Frank Wennerdahl wrote
> Hi Otis and thanks for your response.
> 
> We are indeed suspecting that the problem with only 2 cores being used
> might
> be caused by the virtual environment. We're hoping that someone with
> experience of running Solr on VMWare might know more about this or the
> other
> issues we have.
> 
> The servlet we're running is the bundled Jetty servlet (Solr version 4.1).
> As we have seen a higher number of CPU cores utilized when sending data to
> Solr locally it seems that the servlet isn't restricting the number of
> threads used.
> 
> Frank
> 
> -----Original Message-----
> From: Otis Gospodnetic [mailto:

> otis.gospodnetic@

> ] 
> Sent: den 26 mars 2013 05:09
> To: 

> solr-user@.apache

> Subject: Re: Scaling Solr on VMWare
> 
> Hi Frank,
> 
> If your servlet container had a crazy low setting for the max number of
> threads I think you would see the CPU underutilized.  But I think you
> would
> also see errors in on the client about connections being requested. 
> Sounds
> like a possibly VM issue that's not Solr-specific...
> 
> Otis
> --
> Solr & ElasticSearch Support
> http://sematext.com/
> 
> 
> 
> 
> 
> On Mon, Mar 25, 2013 at 1:18 PM, Frank Wennerdahl
> &lt;

> frank.wennerdahl@

> &gt; wrote:
>> Hi.
>>
>>
>>
>> We are currently benchmarking our Solr setup and are having trouble 
>> with scaling hardware for a single Solr instance. We want to 
>> investigate how one instance scales with hardware to find the optimal 
>> ratio of hardware vs sharding when scaling. Our main problem is that 
>> we cannot identify any hardware limitations, CPU is far from maxed 
>> out, disk I/O is not an issue as far as we can see and there is plenty of
> RAM available.
>>
>>
>>
>> In short we have a couple of questions that we hope someone here could 
>> help us with. Detailed information about our setup, use case and 
>> things we've tried is provided below the questions.
>>
>>
>>
>> Questions:
>>
>> 1.       What could cause Solr to utilize only 2 CPU cores when sending
>> multiple update requests in parallel in a VMWare environment?
>>
>> 2.       Is there a software limit on the number of CPU cores that Solr
> can
>> utilize while indexing?
>>
>> 3.       Ruling out network and disk performance, what could cause a
>> decrease in indexing speed when sending data over a network as opposed 
>> to sending it from the local machine?
>>
>>
>>
>> We are running on three cores per Solr instance, however only one core 
>> receives any non-trivial load. We are using VMWare (ESX 5.0) virtual 
>> machines for hosting Solr and a QNAP NAS containing 12 HDDs in a RAID5 
>> setup for storage.

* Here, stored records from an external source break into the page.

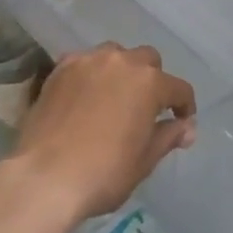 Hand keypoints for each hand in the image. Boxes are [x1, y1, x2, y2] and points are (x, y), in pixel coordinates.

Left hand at [9, 44, 195, 222]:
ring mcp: (89, 61)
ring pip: (115, 55)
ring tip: (114, 96)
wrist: (45, 177)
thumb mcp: (144, 161)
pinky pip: (84, 62)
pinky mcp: (61, 68)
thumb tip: (187, 127)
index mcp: (150, 83)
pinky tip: (84, 95)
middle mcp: (122, 62)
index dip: (184, 106)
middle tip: (145, 107)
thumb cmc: (104, 173)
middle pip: (147, 61)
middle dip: (153, 80)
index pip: (179, 88)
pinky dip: (91, 74)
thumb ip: (168, 137)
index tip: (181, 122)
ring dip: (121, 71) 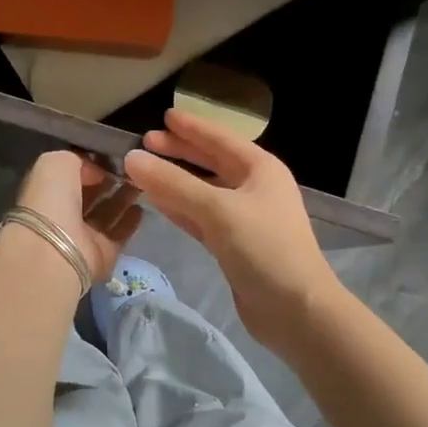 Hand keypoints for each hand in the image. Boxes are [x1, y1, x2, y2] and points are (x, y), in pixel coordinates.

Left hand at [15, 152, 142, 287]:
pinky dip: (130, 221)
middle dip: (108, 180)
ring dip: (123, 197)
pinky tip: (141, 206)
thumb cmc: (51, 202)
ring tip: (141, 182)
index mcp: (46, 192)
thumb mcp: (56, 163)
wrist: (56, 252)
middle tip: (132, 167)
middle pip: (90, 194)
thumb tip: (96, 171)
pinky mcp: (102, 253)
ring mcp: (83, 236)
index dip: (89, 164)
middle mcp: (63, 214)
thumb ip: (77, 159)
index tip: (112, 153)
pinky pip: (119, 234)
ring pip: (106, 213)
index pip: (70, 175)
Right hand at [124, 110, 342, 348]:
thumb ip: (173, 183)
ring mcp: (245, 218)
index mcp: (260, 169)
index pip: (220, 139)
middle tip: (146, 142)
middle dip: (180, 152)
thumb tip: (132, 158)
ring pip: (203, 191)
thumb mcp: (217, 210)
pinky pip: (201, 217)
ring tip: (143, 170)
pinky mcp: (234, 245)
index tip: (163, 116)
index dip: (191, 128)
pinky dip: (180, 208)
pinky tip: (157, 202)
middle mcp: (254, 188)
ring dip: (175, 181)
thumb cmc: (264, 248)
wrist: (295, 309)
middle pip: (211, 162)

Our data consists of a huge amount of small-sized
> documents.
>> When indexing we are using Solr's javabin format (although not through 
>> Solrj, we have implemented the format in C#/.NET) and our batch size 
>> is currently 1000 documents. The actual size of the data varies, but 
>> the batches we have used range from approximately 450KB to 1050KB. 
>> We're sending these batches to Solr in parallel using a number of send
> threads.
>>
>>
>>
>> There are two issues that we've run into:
>>
>> 1.       When sending data from one VM to Solr on another VM we observed
>> that Solr did not seem to utilize CPU cores properly. The Solr VM had 
>> 8 vCPUs available and we were using 4 threads sending data in 
>> parallel. We saw a low (~29%)  CPU utilization on the Solr VM with 2 
>> cores doing almost all the work while the remaining cores remained 
>> almost idle. Increasing the number of send threads to 8 yielded the 
>> same result, capping our indexing speed to about 4.88MB per second. 
>> The client VM had 4 vCPUs which were hardly utilized as we were reading
> data from pre-generated files.
>>
>> To rule out network limitations we sent the test data to a server on 
>> the Solr VM that simply accepted the request and returned an empty 
>> response. We were able to send data at 219MB per second, so the 
>> network did not seem to be the bottleneck. We also tested sending data 
>> to Solr locally from the Solr VM to see if disk I/O was the problem. 
>> Surprisingly we were able to index significantly faster at 7.34MB per 
>> second using 4 send threads (8.4MB with 6 send threads) which 
>> indicated that the disk was not slowing us down when sending data over 
>> the network. Worth noting is that the CPU utilization was now higher 
>> (47,81% with 4 threads, 58,8% with 6) and the work was spread out over 
>> all cores. As before we used pre-generated files and the process sending
> the data used almost no CPU.
>>
>> 2.       We decided to investigate how Solr would scale with additional
>> vCPUs when indexing locally. We increased the number of vCPUs to 16 
>> and the number of send threads to 8. Sadly we now experienced a 
>> decrease in
>> performance: 7MB/s with 8 threads, 6.4MB/s with 12 threads and 4.95/s 
>> with
>> 16 threads. The CPU usage was in average 30%, regardless of the number 
>> of threads used. We know that additional vCPUs can cause decreased 
>> performance in VMWare virtual machines due to time waiting for CPUs to
> become available.
>> We investigated this using esxtop which only showed a 1% CSTP. 
>> According to VMWare 
>> &lt;http://kb.vmware.com/selfservice/microsites/search.do?language=en_US&amp;
> &gt; cmd=di splayKC&externalId=1005362>  a CSTP above 3% could indictate 
>> that multiple vCPUs are causing performance issues.
>>
>> We noticed that the average disk write speed seemed to cap at around 
>> 11.5 million bytes per second so we tested the same VM setup using a
> faster disk.
>> This did not yield any increase in performance (it was actually 
>> somewhat slower), neither did using a RAM-mapped drive for Solr.
>>
>>
>>
>> Any help or ideas of what could be the bottleneck in our setup would 
>> be greatly appreciated!
>>
>>
>>
>> Best regards,
>>
>> Frank Wennerdahl
>>
>> Developer
>>
>> Arcadelia AB
>>





--
View this message in context: http://lucene.472066.n3.nabble.com/Scaling-Solr-on-VMWare-tp4051153p4056637.html
Sent from the Solr - User mailing list archive at Nabble.com.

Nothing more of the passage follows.